Chiamato semplicemente 'il Teologo' dalla tradizione orientale, Gregorio Nazianzeno elaborò nei Cinque Discorsi Teologici il linguaggio con cui la Chiesa ancora oggi pensa la Trinità. Temperamento contemplativo trascinato suo malgrado nella vita pubblica, lasciò Costantinopoli e il patriarcato dopo un anno: preferiva la poesia alla politica ecclesiastica.
Il ritroso
Gregorio nacque intorno al 329 a Nazianzo, figlio di un vescovo convertito dalla setta degli Ipsistari. Studiò ad Atene, dove strinse con Basilio di Cesarea l’amicizia più profonda della sua vita — amicizia che descrisse anni dopo con parole memorabili: «Conoscevamo solo due strade, l’una che conduceva alle chiese e ai sacri maestri, l’altra agli insegnanti delle scienze profane». Due intellettuali nel cuore della cultura pagana, radicati nella fede.

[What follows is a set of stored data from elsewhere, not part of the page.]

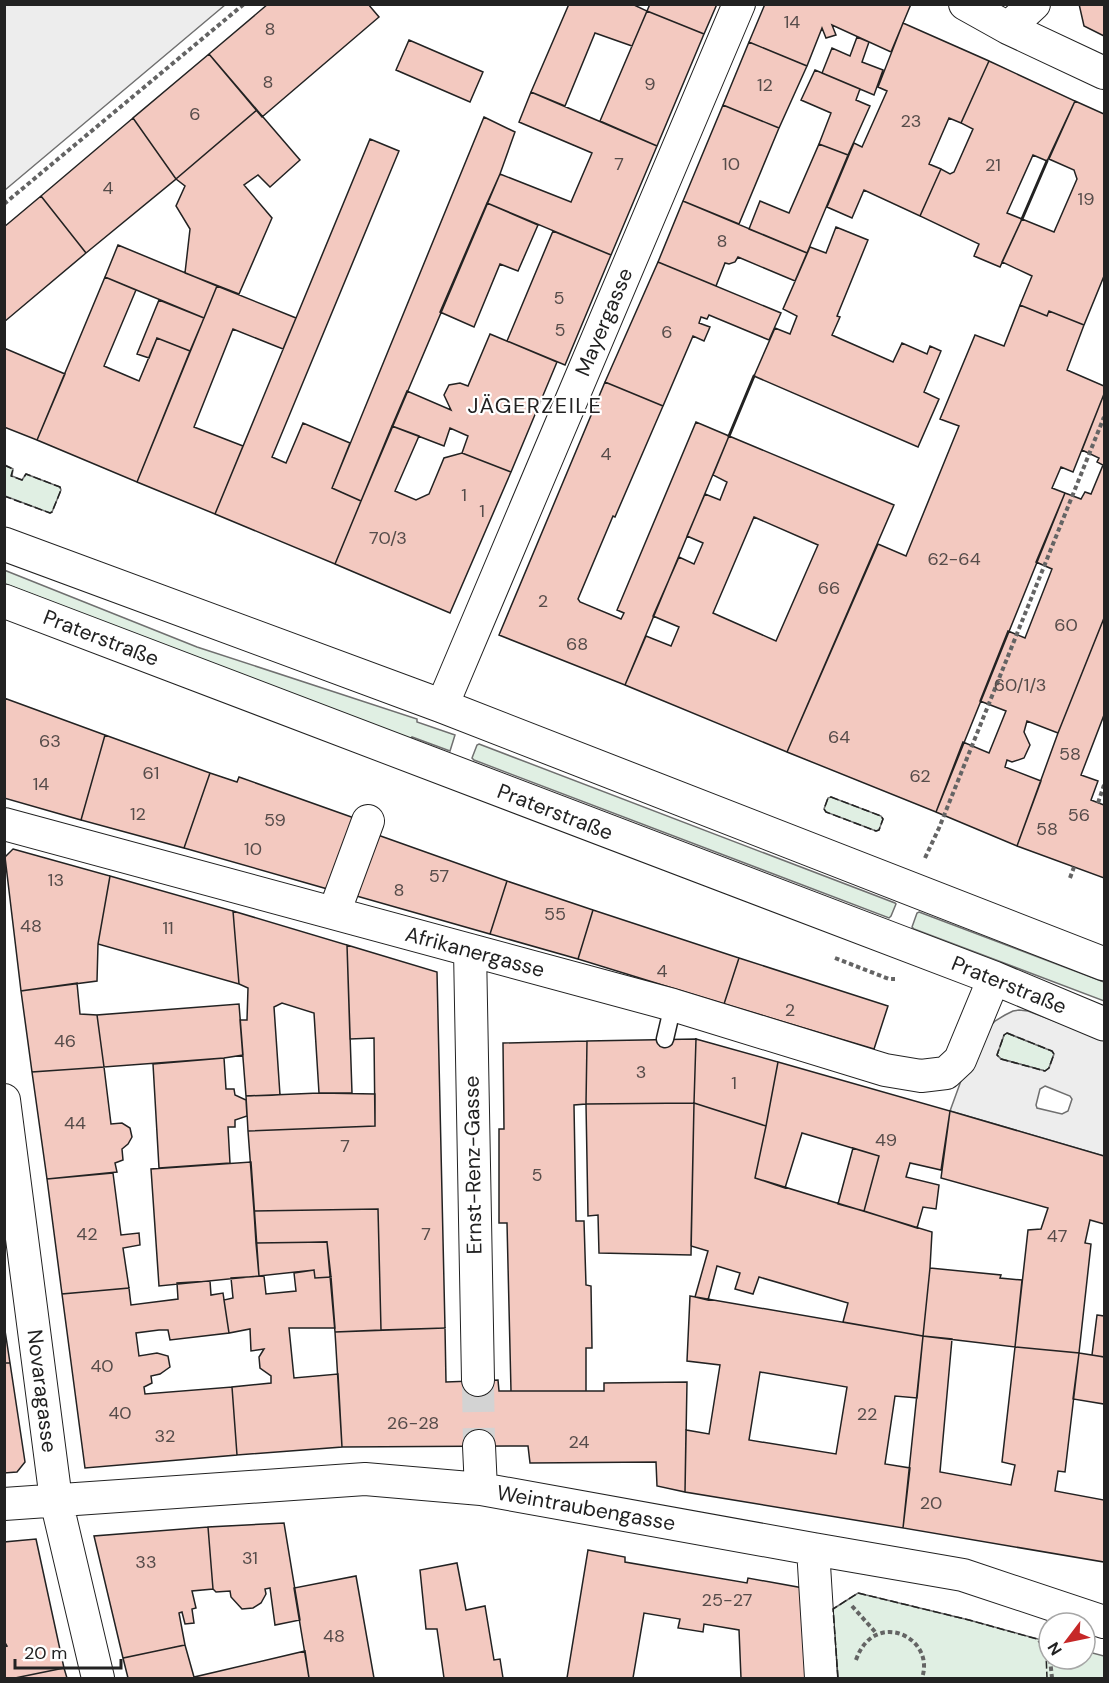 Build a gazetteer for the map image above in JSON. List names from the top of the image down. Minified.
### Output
{"streets":{"main road":["Praterstraße"],"street":["Mayergasse","Afrikanergasse","Ernst-Renz-Gasse","Novaragasse","Weintraubengasse"]},"crossings":[["Praterstraße","Afrikanergasse"],["Afrikanergasse","Ernst-Renz-Gasse"],["Novaragasse","Weintraubengasse"]],"districts":["JÄGERZEILE"],"house_numbers":["14","8","8","9","12","6","23","7","10","21","4","19","8","5","5","6","4","1","1","70/3","62-64","66","2","60","68","60/1/3","64","63","58","61","62","14","12","56","59","58","10","57","13","8","55","48","11","4","2","46","3","1","44","49","7","5","42","7","47","40","40","22","26-28","32","24","20","31","33","25-27","48"],"scale_bar":"20 m","north":"bottom left"} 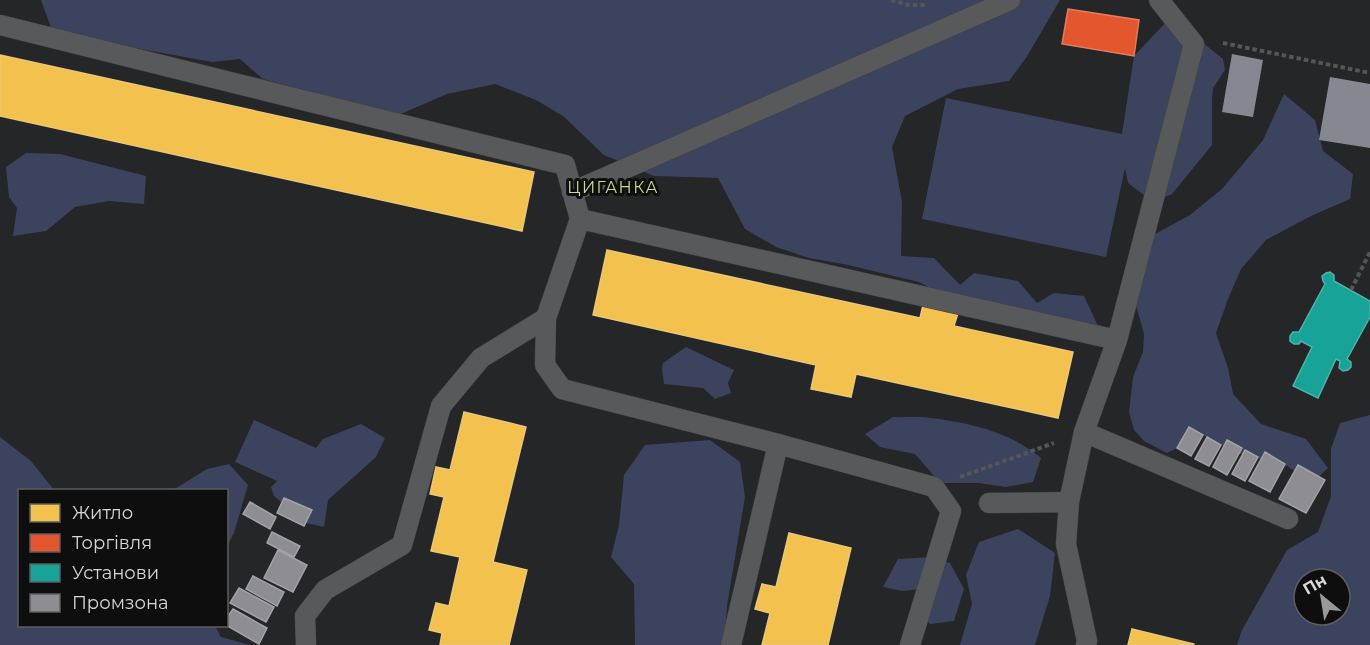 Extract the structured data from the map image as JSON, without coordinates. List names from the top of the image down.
{
  "districts": ["ЦИГАНКА"],
  "legend": [
    "Житло",
    "Торгівля",
    "Установи",
    "Промзона"
  ],
  "north": "top left"
} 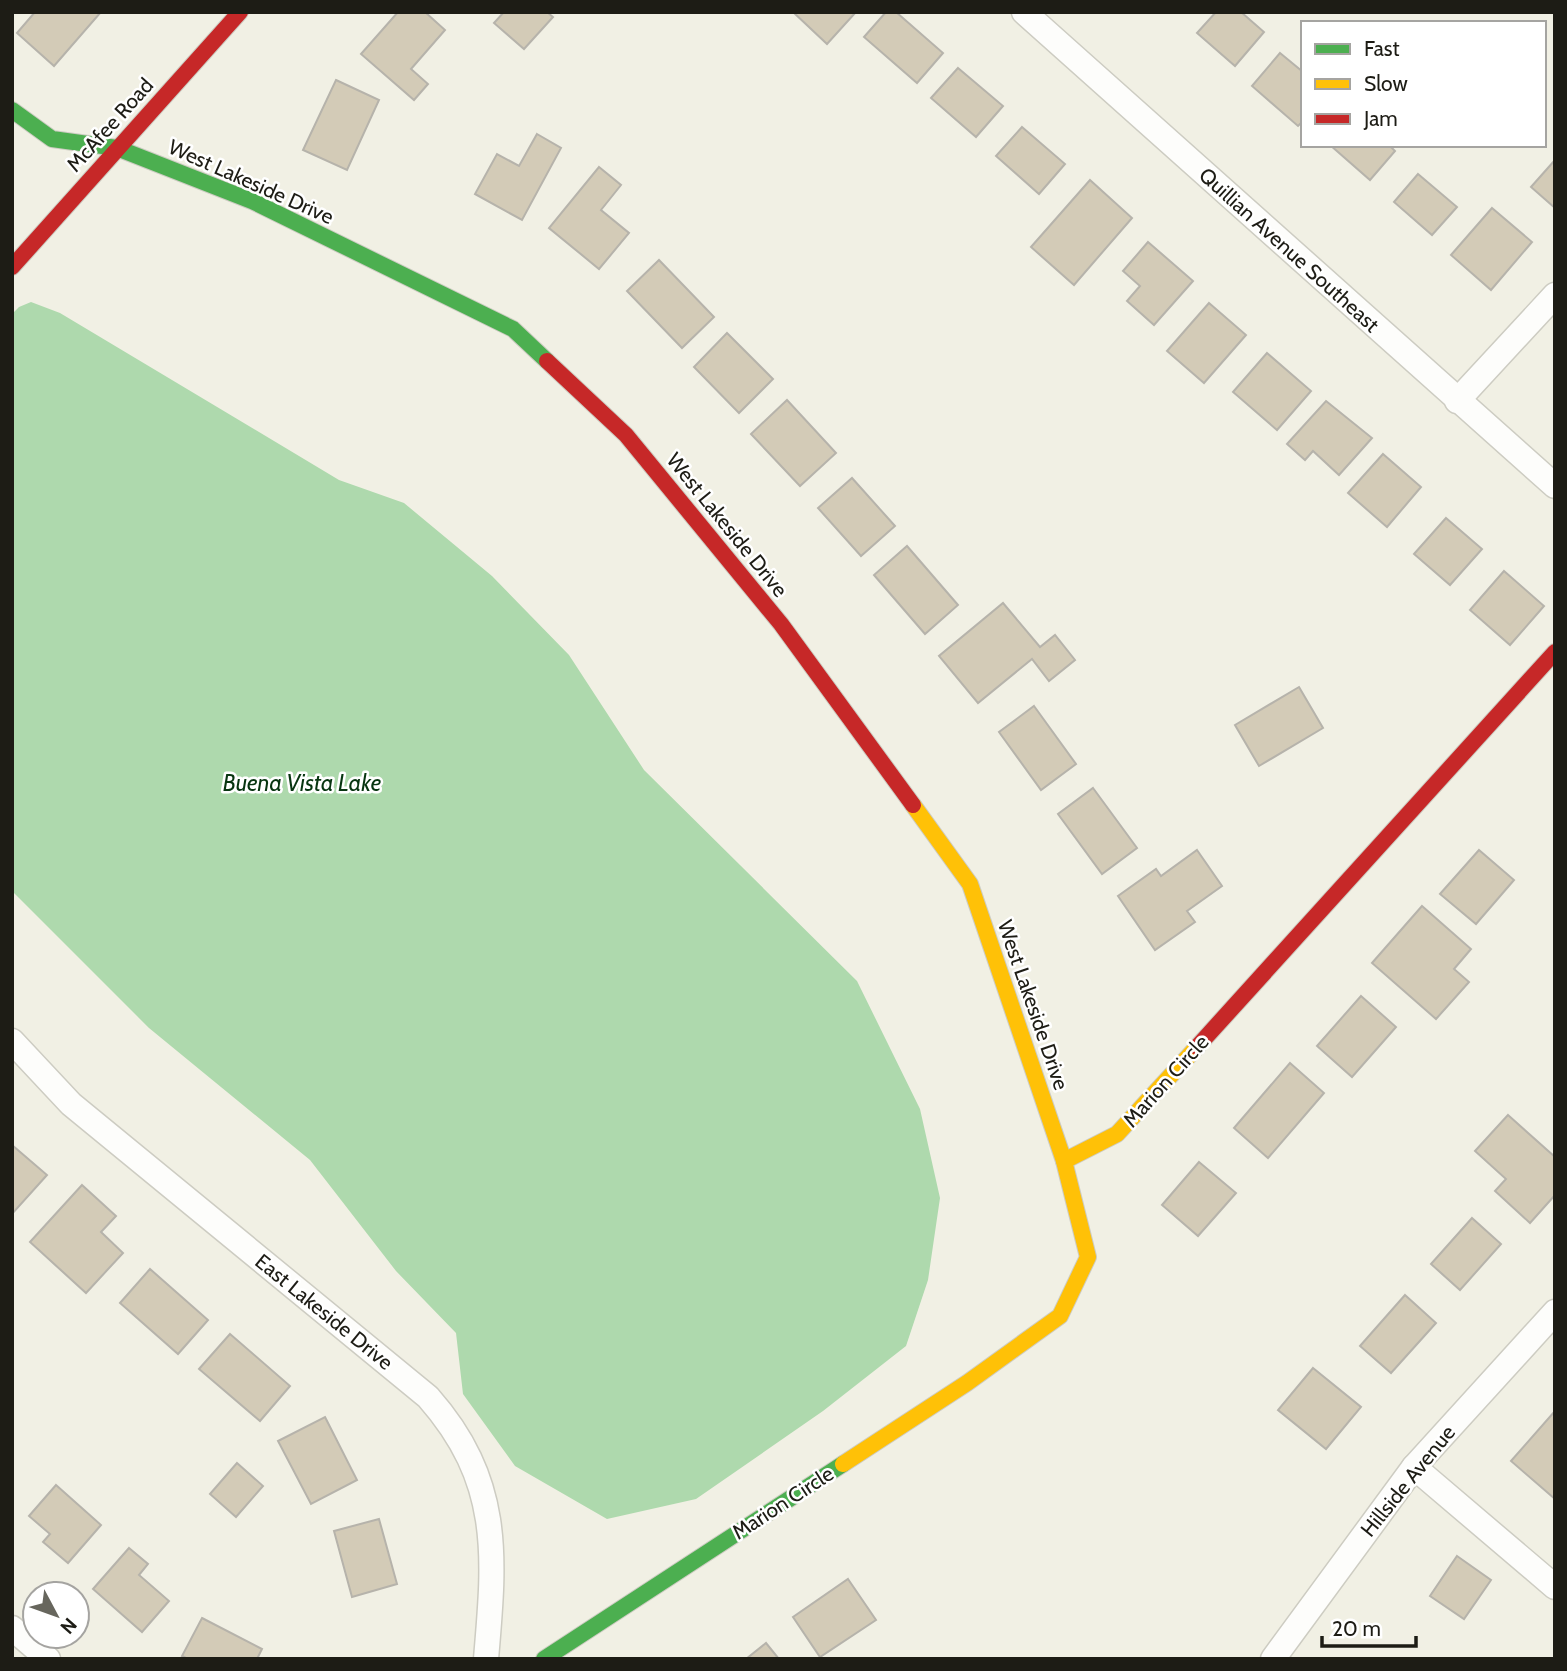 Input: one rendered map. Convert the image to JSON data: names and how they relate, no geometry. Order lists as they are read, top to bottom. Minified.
{"streets":{"street":["McAfee Road","West Lakeside Drive","Quillian Avenue Southeast","Marion Circle","East Lakeside Drive","Hillside Avenue"]},"crossings":[["McAfee Road","West Lakeside Drive"],["West Lakeside Drive","Marion Circle"]],"water":["Buena Vista Lake"],"legend":["Fast","Slow","Jam"],"scale_bar":"20 m","north":"bottom right"}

Tornato in Cappadocia, fu ordinato prete dal padre — contro la sua volontà. La violenza subita lo segnò: scrisse un lungo discorso Apologeticus per giustificare la fuga in solitudine dopo l’ordinazione, poi il ritorno. Fu il primo testo sistematico sulla natura del ministero sacerdotale nella storia della letteratura cristiana.
I Cinque Discorsi Teologici
Nel 379 Basilio morì. Gregorio fu chiamato a Costantinopoli per guidare la piccola comunità nicena nella capitale dominata dagli ariani. La chiesa che gli fu messa a disposizione era minuscola — la chiamò Anastasia, la resurrezione. Lì tenne, tra il 379 e il 381, i Cinque Discorsi Teologici.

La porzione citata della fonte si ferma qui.